_YOUR INSTRUCTIONS_
Here, the job is to give back every entry below unchanged, omitting pictures.
*** Opening of DATASET RECORDS ***
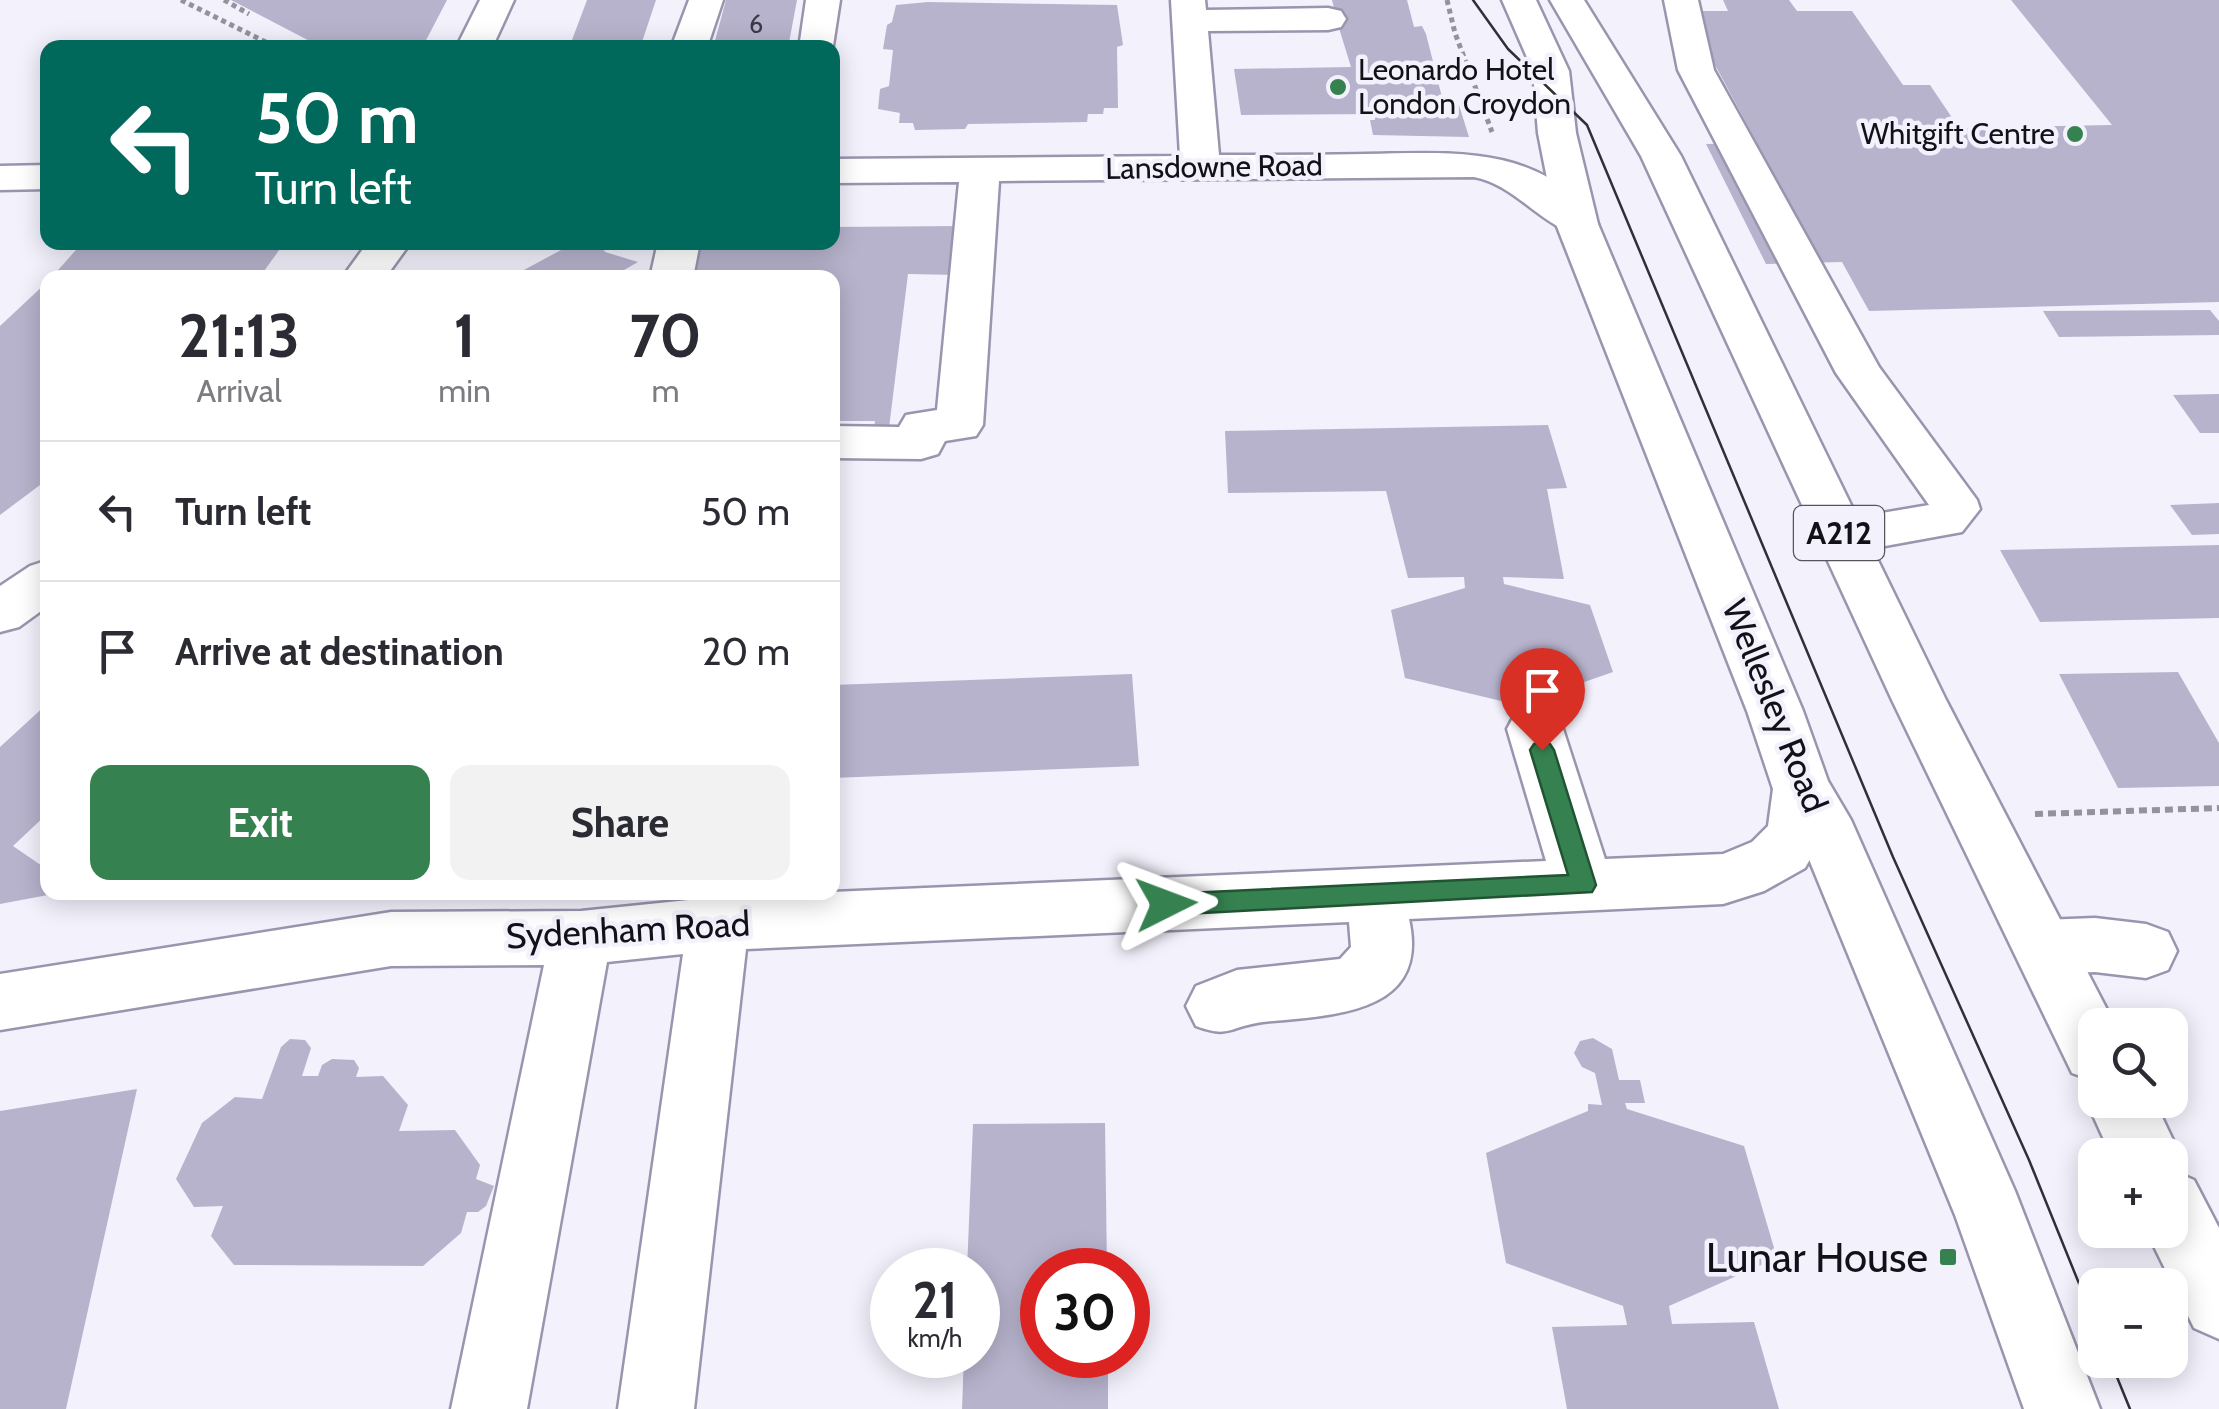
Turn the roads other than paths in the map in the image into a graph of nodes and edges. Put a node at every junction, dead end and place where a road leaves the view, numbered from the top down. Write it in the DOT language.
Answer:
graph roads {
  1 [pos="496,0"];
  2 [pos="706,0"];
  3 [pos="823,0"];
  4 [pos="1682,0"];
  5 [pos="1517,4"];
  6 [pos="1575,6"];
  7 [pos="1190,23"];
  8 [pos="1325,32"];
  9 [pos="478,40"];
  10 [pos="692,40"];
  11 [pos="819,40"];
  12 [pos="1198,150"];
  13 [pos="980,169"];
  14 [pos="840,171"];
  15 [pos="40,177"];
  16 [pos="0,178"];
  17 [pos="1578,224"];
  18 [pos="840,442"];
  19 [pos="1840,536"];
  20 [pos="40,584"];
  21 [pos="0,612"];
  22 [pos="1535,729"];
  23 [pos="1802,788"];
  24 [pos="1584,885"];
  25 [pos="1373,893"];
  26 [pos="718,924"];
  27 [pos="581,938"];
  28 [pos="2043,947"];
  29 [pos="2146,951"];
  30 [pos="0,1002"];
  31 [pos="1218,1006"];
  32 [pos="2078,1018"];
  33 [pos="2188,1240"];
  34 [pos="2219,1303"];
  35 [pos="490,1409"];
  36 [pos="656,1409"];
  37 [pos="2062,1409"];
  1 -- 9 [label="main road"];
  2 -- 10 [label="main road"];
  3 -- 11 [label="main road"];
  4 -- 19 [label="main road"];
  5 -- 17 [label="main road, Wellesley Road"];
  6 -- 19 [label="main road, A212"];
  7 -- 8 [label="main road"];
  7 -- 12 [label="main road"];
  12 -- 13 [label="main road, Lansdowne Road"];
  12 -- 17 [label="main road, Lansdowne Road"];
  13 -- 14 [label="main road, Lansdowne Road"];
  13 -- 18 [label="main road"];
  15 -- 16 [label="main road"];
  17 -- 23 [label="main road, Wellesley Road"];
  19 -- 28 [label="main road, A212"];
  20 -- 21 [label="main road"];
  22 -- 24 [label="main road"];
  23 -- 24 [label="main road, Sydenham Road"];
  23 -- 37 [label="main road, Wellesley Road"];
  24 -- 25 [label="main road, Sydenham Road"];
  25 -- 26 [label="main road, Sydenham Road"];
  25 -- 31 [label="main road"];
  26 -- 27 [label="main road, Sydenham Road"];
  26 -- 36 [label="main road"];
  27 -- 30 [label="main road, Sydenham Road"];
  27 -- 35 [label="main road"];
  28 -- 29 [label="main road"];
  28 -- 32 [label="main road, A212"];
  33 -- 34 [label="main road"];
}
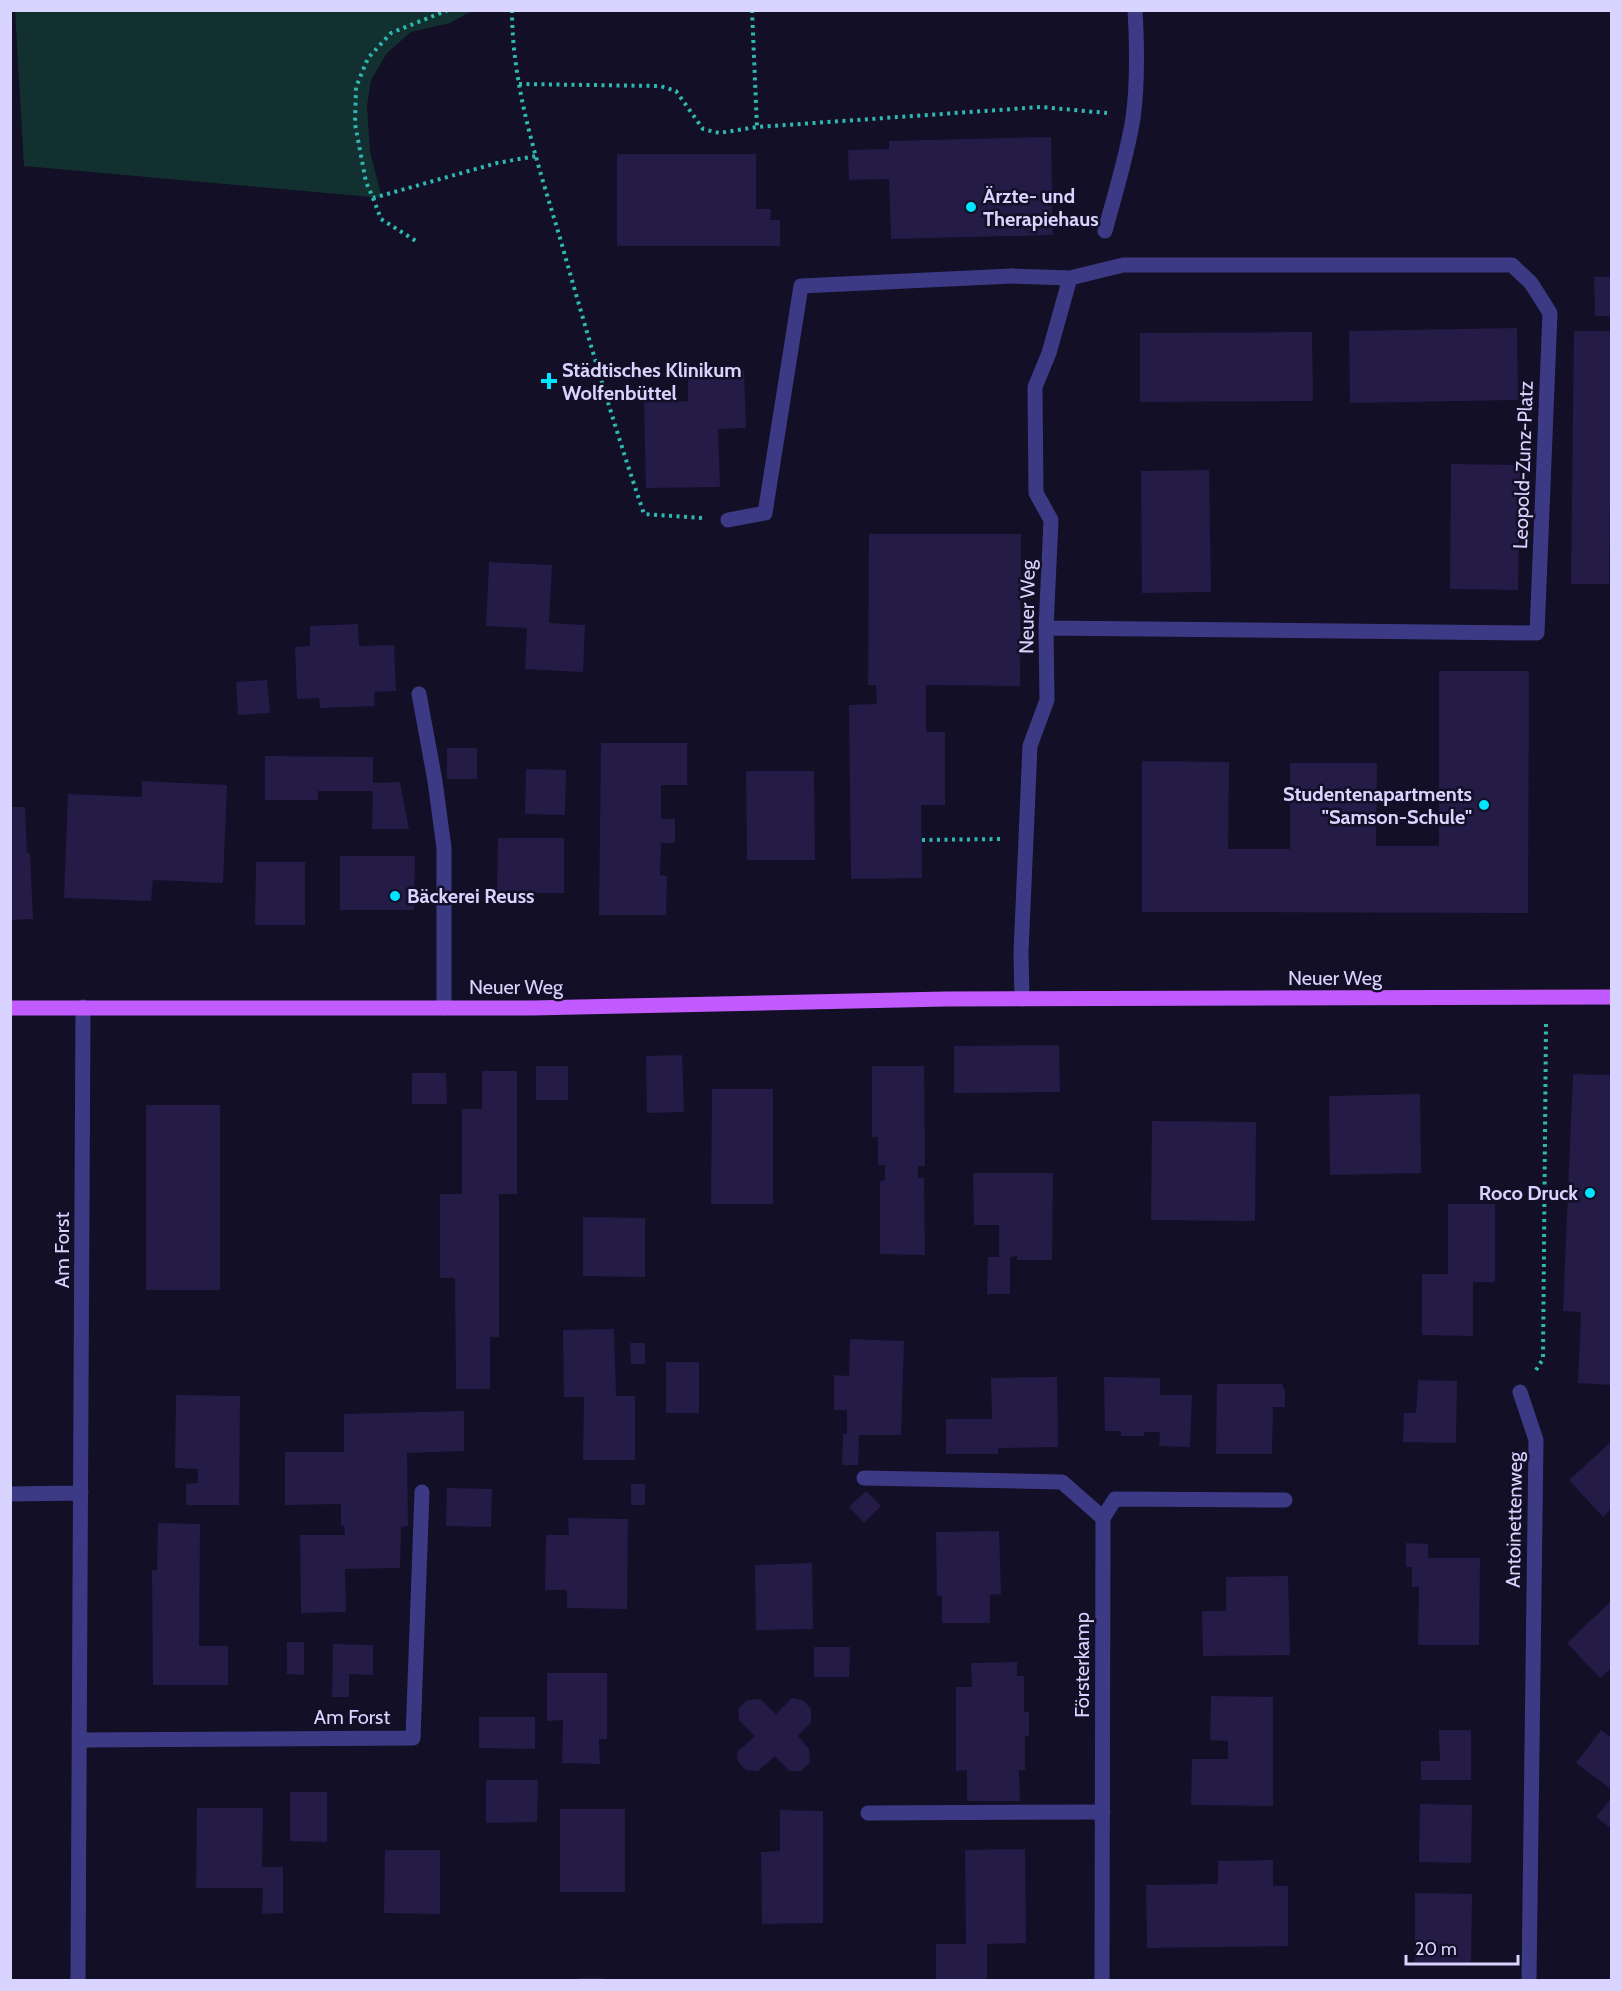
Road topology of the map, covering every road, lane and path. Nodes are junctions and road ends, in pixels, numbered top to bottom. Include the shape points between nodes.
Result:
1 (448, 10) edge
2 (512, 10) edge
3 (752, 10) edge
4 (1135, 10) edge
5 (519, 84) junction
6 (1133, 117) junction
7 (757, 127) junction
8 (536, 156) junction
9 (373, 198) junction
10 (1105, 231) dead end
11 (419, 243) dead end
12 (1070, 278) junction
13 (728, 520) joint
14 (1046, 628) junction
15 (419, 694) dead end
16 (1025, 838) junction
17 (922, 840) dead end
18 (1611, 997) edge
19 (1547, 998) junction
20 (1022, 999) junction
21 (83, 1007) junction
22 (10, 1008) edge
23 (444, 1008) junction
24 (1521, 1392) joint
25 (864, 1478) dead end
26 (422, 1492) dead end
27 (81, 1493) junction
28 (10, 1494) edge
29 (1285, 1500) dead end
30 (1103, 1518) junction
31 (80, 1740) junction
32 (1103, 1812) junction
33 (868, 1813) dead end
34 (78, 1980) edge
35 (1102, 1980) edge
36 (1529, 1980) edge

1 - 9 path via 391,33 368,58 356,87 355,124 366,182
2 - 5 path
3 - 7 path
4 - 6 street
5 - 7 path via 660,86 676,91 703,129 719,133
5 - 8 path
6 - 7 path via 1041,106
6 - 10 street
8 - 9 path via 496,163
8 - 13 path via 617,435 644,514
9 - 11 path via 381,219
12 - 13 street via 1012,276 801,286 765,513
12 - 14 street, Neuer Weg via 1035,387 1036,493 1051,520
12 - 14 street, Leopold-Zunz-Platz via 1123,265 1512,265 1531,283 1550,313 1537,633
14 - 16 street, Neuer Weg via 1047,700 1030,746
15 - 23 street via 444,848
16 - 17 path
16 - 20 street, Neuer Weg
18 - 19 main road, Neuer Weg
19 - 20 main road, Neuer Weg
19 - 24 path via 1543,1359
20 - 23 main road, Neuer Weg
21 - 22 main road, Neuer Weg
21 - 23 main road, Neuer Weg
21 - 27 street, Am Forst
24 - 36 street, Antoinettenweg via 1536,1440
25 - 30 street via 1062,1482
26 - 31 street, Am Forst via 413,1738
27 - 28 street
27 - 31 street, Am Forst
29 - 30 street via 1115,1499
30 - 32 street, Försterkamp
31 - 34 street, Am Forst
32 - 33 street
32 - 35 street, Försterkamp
*** Close of DATASET RECORDS ***
_RESPONSE AREA_
Turn the roads other than paths in the map in the image into a graph of nodes and edges. Put a node at every junction, dead end and place where a road leaves the view, numbered from the top down. Write it in the DOT language.
Answer:
graph roads {
  1 [pos="496,0"];
  2 [pos="706,0"];
  3 [pos="823,0"];
  4 [pos="1682,0"];
  5 [pos="1517,4"];
  6 [pos="1575,6"];
  7 [pos="1190,23"];
  8 [pos="1325,32"];
  9 [pos="478,40"];
  10 [pos="692,40"];
  11 [pos="819,40"];
  12 [pos="1198,150"];
  13 [pos="980,169"];
  14 [pos="840,171"];
  15 [pos="40,177"];
  16 [pos="0,178"];
  17 [pos="1578,224"];
  18 [pos="840,442"];
  19 [pos="1840,536"];
  20 [pos="40,584"];
  21 [pos="0,612"];
  22 [pos="1535,729"];
  23 [pos="1802,788"];
  24 [pos="1584,885"];
  25 [pos="1373,893"];
  26 [pos="718,924"];
  27 [pos="581,938"];
  28 [pos="2043,947"];
  29 [pos="2146,951"];
  30 [pos="0,1002"];
  31 [pos="1218,1006"];
  32 [pos="2078,1018"];
  33 [pos="2188,1240"];
  34 [pos="2219,1303"];
  35 [pos="490,1409"];
  36 [pos="656,1409"];
  37 [pos="2062,1409"];
  1 -- 9 [label="main road"];
  2 -- 10 [label="main road"];
  3 -- 11 [label="main road"];
  4 -- 19 [label="main road"];
  5 -- 17 [label="main road, Wellesley Road"];
  6 -- 19 [label="main road, A212"];
  7 -- 8 [label="main road"];
  7 -- 12 [label="main road"];
  12 -- 13 [label="main road, Lansdowne Road"];
  12 -- 17 [label="main road, Lansdowne Road"];
  13 -- 14 [label="main road, Lansdowne Road"];
  13 -- 18 [label="main road"];
  15 -- 16 [label="main road"];
  17 -- 23 [label="main road, Wellesley Road"];
  19 -- 28 [label="main road, A212"];
  20 -- 21 [label="main road"];
  22 -- 24 [label="main road"];
  23 -- 24 [label="main road, Sydenham Road"];
  23 -- 37 [label="main road, Wellesley Road"];
  24 -- 25 [label="main road, Sydenham Road"];
  25 -- 26 [label="main road, Sydenham Road"];
  25 -- 31 [label="main road"];
  26 -- 27 [label="main road, Sydenham Road"];
  26 -- 36 [label="main road"];
  27 -- 30 [label="main road, Sydenham Road"];
  27 -- 35 [label="main road"];
  28 -- 29 [label="main road"];
  28 -- 32 [label="main road, A212"];
  33 -- 34 [label="main road"];
}
Road topology of the map, covering every road, lane and path. Nodes are junctions and road ends, in pixels, numbered top to bottom. Include the shape points between nodes.
Result:
1 (448, 10) edge
2 (512, 10) edge
3 (752, 10) edge
4 (1135, 10) edge
5 (519, 84) junction
6 (1133, 117) junction
7 (757, 127) junction
8 (536, 156) junction
9 (373, 198) junction
10 (1105, 231) dead end
11 (419, 243) dead end
12 (1070, 278) junction
13 (728, 520) joint
14 (1046, 628) junction
15 (419, 694) dead end
16 (1025, 838) junction
17 (922, 840) dead end
18 (1611, 997) edge
19 (1547, 998) junction
20 (1022, 999) junction
21 (83, 1007) junction
22 (10, 1008) edge
23 (444, 1008) junction
24 (1521, 1392) joint
25 (864, 1478) dead end
26 (422, 1492) dead end
27 (81, 1493) junction
28 (10, 1494) edge
29 (1285, 1500) dead end
30 (1103, 1518) junction
31 (80, 1740) junction
32 (1103, 1812) junction
33 (868, 1813) dead end
34 (78, 1980) edge
35 (1102, 1980) edge
36 (1529, 1980) edge

1 - 9 path via 391,33 368,58 356,87 355,124 366,182
2 - 5 path
3 - 7 path
4 - 6 street
5 - 7 path via 660,86 676,91 703,129 719,133
5 - 8 path
6 - 7 path via 1041,106
6 - 10 street
8 - 9 path via 496,163
8 - 13 path via 617,435 644,514
9 - 11 path via 381,219
12 - 13 street via 1012,276 801,286 765,513
12 - 14 street, Neuer Weg via 1035,387 1036,493 1051,520
12 - 14 street, Leopold-Zunz-Platz via 1123,265 1512,265 1531,283 1550,313 1537,633
14 - 16 street, Neuer Weg via 1047,700 1030,746
15 - 23 street via 444,848
16 - 17 path
16 - 20 street, Neuer Weg
18 - 19 main road, Neuer Weg
19 - 20 main road, Neuer Weg
19 - 24 path via 1543,1359
20 - 23 main road, Neuer Weg
21 - 22 main road, Neuer Weg
21 - 23 main road, Neuer Weg
21 - 27 street, Am Forst
24 - 36 street, Antoinettenweg via 1536,1440
25 - 30 street via 1062,1482
26 - 31 street, Am Forst via 413,1738
27 - 28 street
27 - 31 street, Am Forst
29 - 30 street via 1115,1499
30 - 32 street, Försterkamp
31 - 34 street, Am Forst
32 - 33 street
32 - 35 street, Försterkamp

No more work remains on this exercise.